## [TASK]
Scan the entries below for the word "main", then copy each line that holds it.

## [EXERCISE DATA]
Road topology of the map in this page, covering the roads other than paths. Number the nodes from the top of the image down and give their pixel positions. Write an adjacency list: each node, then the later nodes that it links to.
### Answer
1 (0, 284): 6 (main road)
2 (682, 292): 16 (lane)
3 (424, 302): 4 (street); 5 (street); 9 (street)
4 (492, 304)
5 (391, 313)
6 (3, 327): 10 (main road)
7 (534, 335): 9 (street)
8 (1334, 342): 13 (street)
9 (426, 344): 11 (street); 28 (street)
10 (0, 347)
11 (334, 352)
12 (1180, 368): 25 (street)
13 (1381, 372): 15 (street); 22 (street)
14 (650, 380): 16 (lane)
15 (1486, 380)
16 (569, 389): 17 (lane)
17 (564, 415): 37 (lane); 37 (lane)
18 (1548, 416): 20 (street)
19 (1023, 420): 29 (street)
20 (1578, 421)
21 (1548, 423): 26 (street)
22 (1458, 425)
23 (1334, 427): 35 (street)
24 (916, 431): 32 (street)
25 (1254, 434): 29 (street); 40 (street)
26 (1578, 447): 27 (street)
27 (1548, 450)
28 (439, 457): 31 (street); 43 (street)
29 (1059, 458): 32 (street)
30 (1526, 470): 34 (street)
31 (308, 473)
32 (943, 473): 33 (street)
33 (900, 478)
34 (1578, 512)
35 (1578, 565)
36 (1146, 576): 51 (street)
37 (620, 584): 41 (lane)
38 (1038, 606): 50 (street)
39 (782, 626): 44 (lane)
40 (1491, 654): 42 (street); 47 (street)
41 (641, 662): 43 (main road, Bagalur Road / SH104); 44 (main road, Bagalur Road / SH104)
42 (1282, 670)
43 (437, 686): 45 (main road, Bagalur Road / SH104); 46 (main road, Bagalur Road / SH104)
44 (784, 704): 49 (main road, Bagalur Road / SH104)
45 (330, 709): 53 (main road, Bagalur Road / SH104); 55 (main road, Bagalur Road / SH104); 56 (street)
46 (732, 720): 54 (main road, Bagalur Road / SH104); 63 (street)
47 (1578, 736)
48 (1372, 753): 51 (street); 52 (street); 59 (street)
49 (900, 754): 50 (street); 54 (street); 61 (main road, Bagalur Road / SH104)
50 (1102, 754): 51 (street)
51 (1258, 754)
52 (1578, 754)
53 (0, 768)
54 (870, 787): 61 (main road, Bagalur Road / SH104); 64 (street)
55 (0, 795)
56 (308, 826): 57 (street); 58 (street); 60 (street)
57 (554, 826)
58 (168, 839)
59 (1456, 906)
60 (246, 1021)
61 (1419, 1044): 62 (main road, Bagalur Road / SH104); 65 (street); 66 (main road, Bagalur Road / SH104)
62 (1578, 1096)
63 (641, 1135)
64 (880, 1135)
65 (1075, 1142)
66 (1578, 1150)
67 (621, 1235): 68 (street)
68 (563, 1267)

## [EXERCISE OUTPUT]
1 (0, 284): 6 (main road)
6 (3, 327): 10 (main road)
41 (641, 662): 43 (main road, Bagalur Road / SH104); 44 (main road, Bagalur Road / SH104)
43 (437, 686): 45 (main road, Bagalur Road / SH104); 46 (main road, Bagalur Road / SH104)
44 (784, 704): 49 (main road, Bagalur Road / SH104)
45 (330, 709): 53 (main road, Bagalur Road / SH104); 55 (main road, Bagalur Road / SH104); 56 (street)
46 (732, 720): 54 (main road, Bagalur Road / SH104); 63 (street)
49 (900, 754): 50 (street); 54 (street); 61 (main road, Bagalur Road / SH104)
54 (870, 787): 61 (main road, Bagalur Road / SH104); 64 (street)
61 (1419, 1044): 62 (main road, Bagalur Road / SH104); 65 (street); 66 (main road, Bagalur Road / SH104)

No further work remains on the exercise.